── Data for processing ──

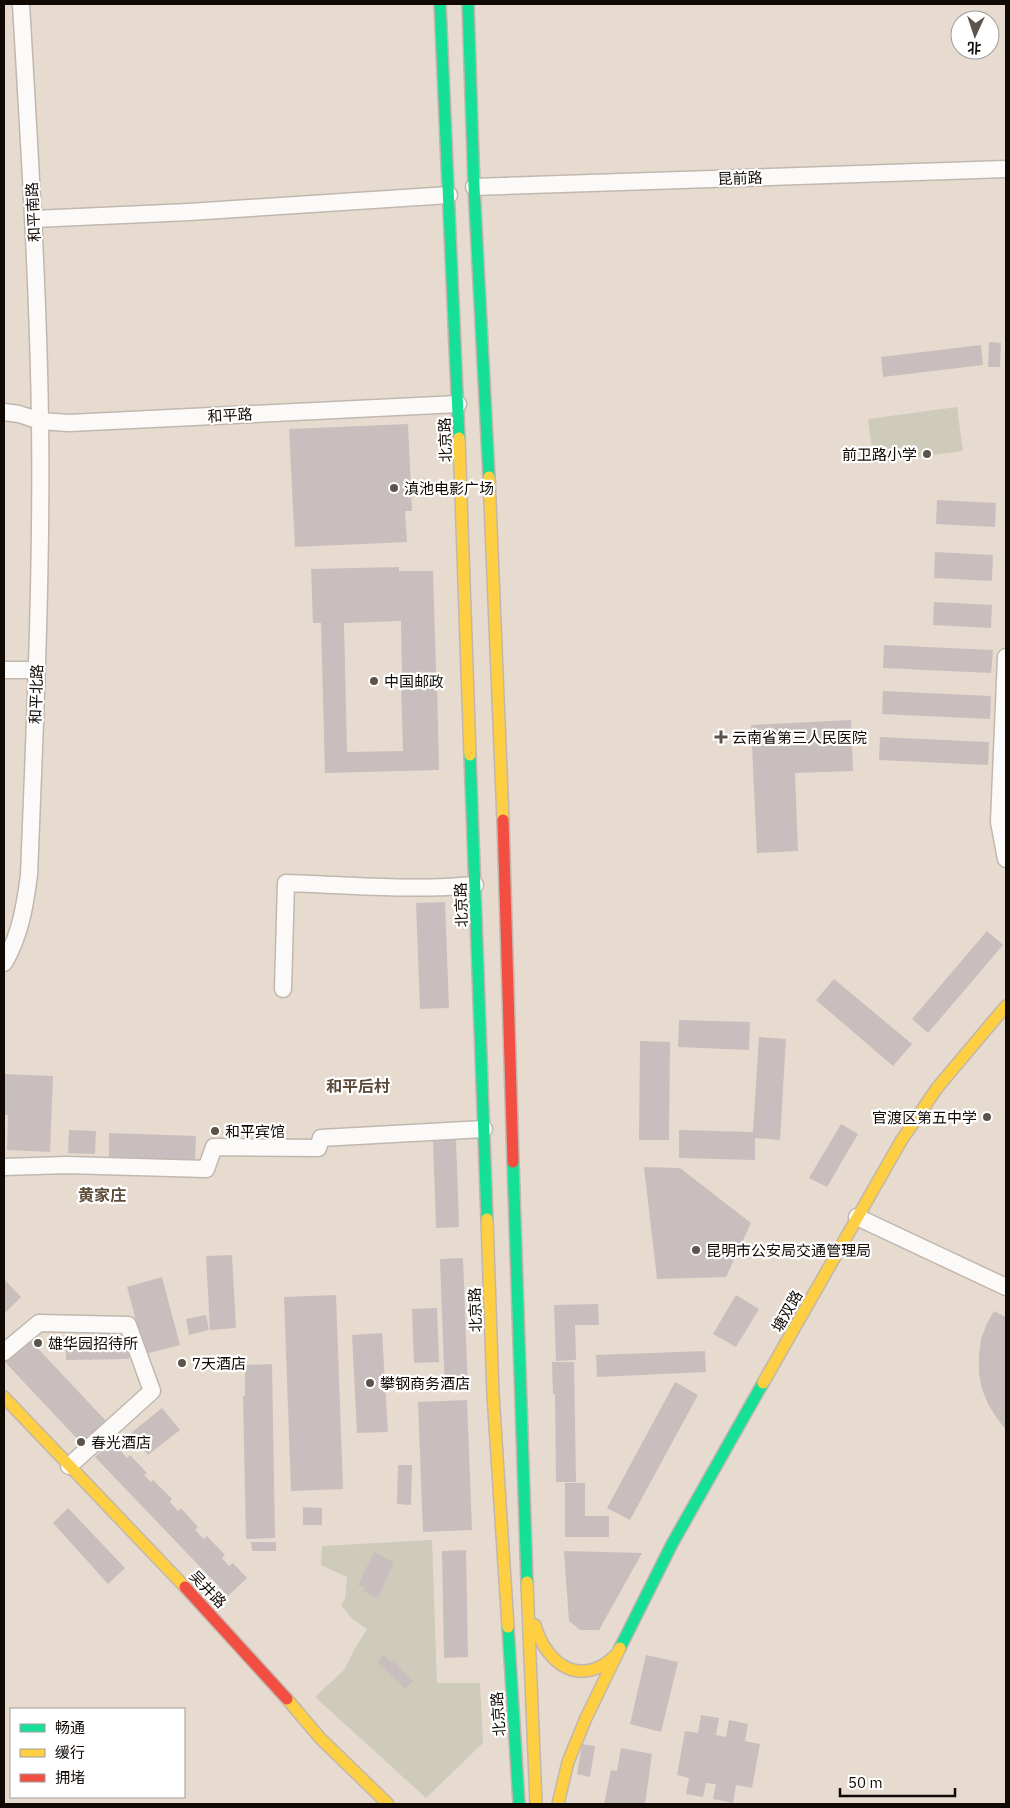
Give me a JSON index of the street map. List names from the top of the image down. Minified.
{"streets":{"main road":["北京路","塘双路","吴井路"],"street":["昆前路","和平南路","和平路","和平北路"]},"crossings":[["和平南路","和平路"],["和平南路","和平北路"],["和平路","北京路"],["和平路","和平北路"]],"districts":["和平后村","黄家庄"],"places":{"other":["前卫路小学","滇池电影广场","中国邮政","官渡区第五中学","和平宾馆","昆明市公安局交通管理局","雄华园招待所","7天酒店","攀钢商务酒店","春光酒店"],"health":["云南省第三人民医院"]},"legend":["畅通","缓行","拥堵"],"scale_bar":"50 m","north":"bottom"}
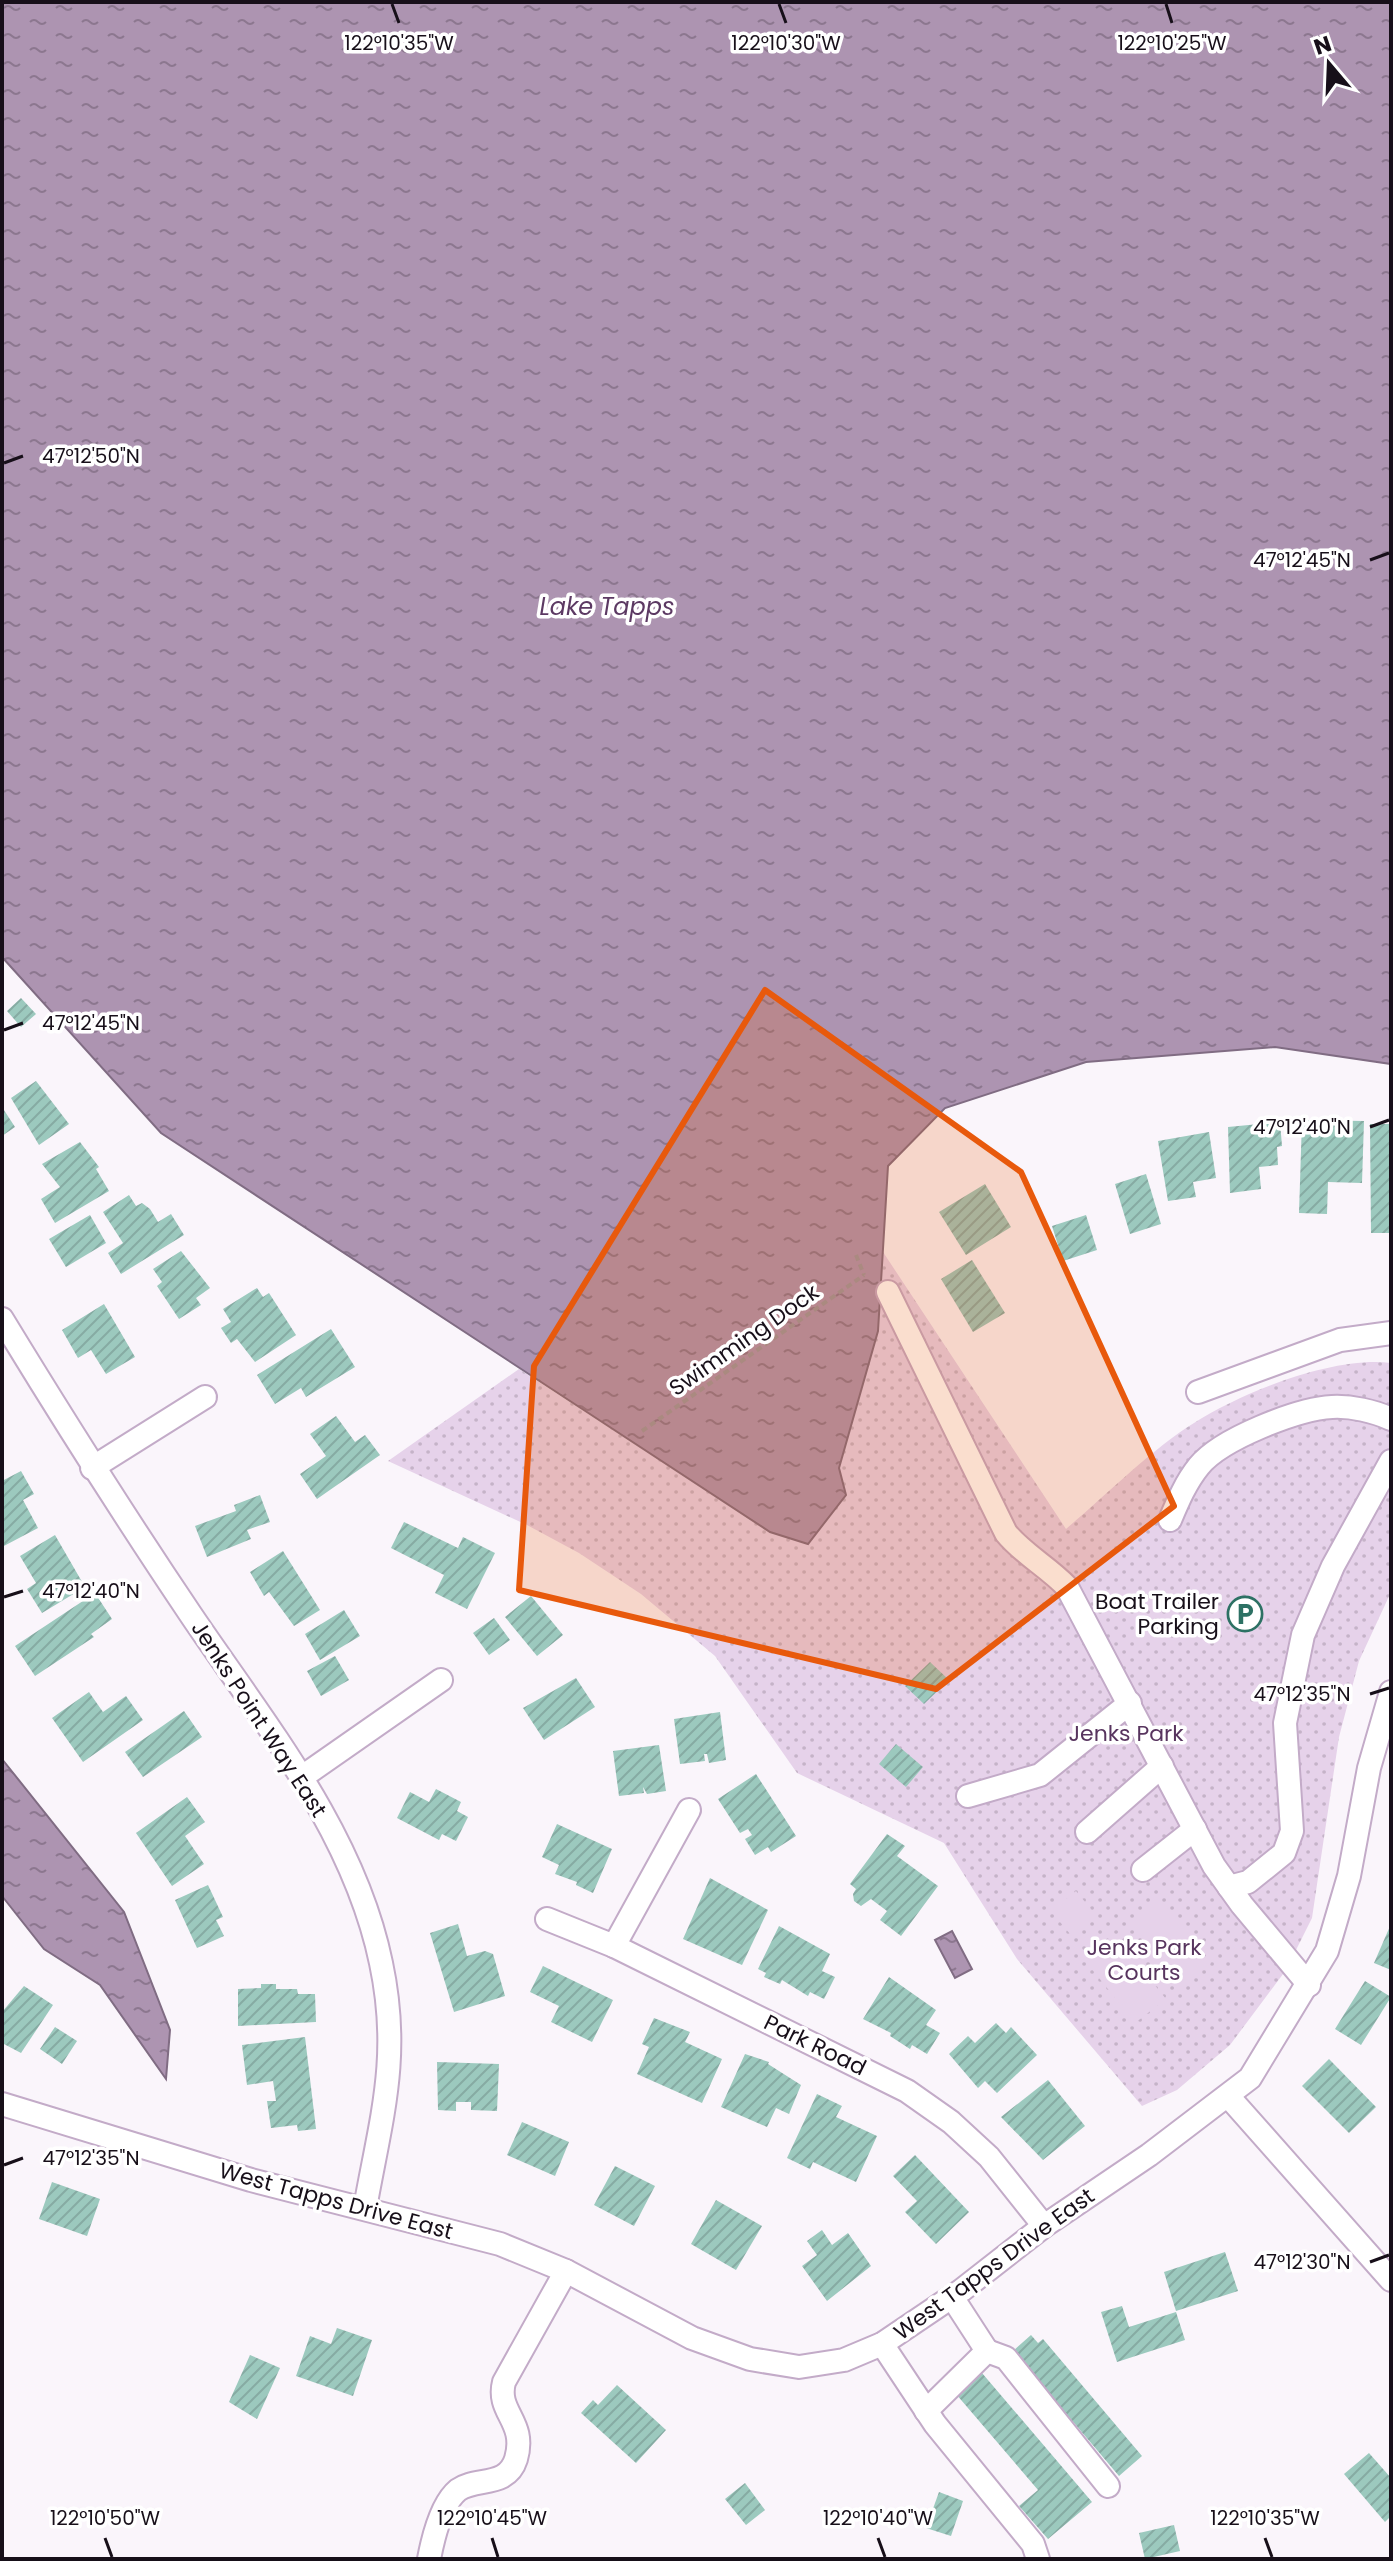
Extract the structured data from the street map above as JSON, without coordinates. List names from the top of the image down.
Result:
{
  "streets": {
    "street": ["Jenks Point Way East", "Park Road", "West Tapps Drive East"],
    "path": ["Swimming Dock"]
  },
  "crossings": [
    ["Jenks Point Way East", "West Tapps Drive East"],
    ["Park Road", "West Tapps Drive East"]
  ],
  "water": ["Lake Tapps"],
  "parks": ["Jenks Park", "Jenks Park Courts"],
  "places": {
    "parking": ["Boat Trailer Parking"]
  },
  "north": "top",
  "coordinates": [
    "122°10'35\"W",
    "122°10'30\"W",
    "122°10'25\"W",
    "47°12'50\"N",
    "47°12'45\"N",
    "47°12'40\"N",
    "47°12'35\"N",
    "47°12'30\"N",
    "122°10'50\"W",
    "122°10'45\"W",
    "122°10'40\"W"
  ]
}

───

• [Prompt]: Drop the images; return the entries above exactly as they appear.

• [Your response]:
Give me a JSON index of the street map. List names from the top of the image down. Minified.
{"streets":{"main road":["北京路","塘双路","吴井路"],"street":["昆前路","和平南路","和平路","和平北路"]},"crossings":[["和平南路","和平路"],["和平南路","和平北路"],["和平路","北京路"],["和平路","和平北路"]],"districts":["和平后村","黄家庄"],"places":{"other":["前卫路小学","滇池电影广场","中国邮政","官渡区第五中学","和平宾馆","昆明市公安局交通管理局","雄华园招待所","7天酒店","攀钢商务酒店","春光酒店"],"health":["云南省第三人民医院"]},"legend":["畅通","缓行","拥堵"],"scale_bar":"50 m","north":"bottom"}
Extract the structured data from the street map above as JSON, without coordinates. List names from the top of the image down.
Result:
{
  "streets": {
    "street": ["Jenks Point Way East", "Park Road", "West Tapps Drive East"],
    "path": ["Swimming Dock"]
  },
  "crossings": [
    ["Jenks Point Way East", "West Tapps Drive East"],
    ["Park Road", "West Tapps Drive East"]
  ],
  "water": ["Lake Tapps"],
  "parks": ["Jenks Park", "Jenks Park Courts"],
  "places": {
    "parking": ["Boat Trailer Parking"]
  },
  "north": "top",
  "coordinates": [
    "122°10'35\"W",
    "122°10'30\"W",
    "122°10'25\"W",
    "47°12'50\"N",
    "47°12'45\"N",
    "47°12'40\"N",
    "47°12'35\"N",
    "47°12'30\"N",
    "122°10'50\"W",
    "122°10'45\"W",
    "122°10'40\"W"
  ]
}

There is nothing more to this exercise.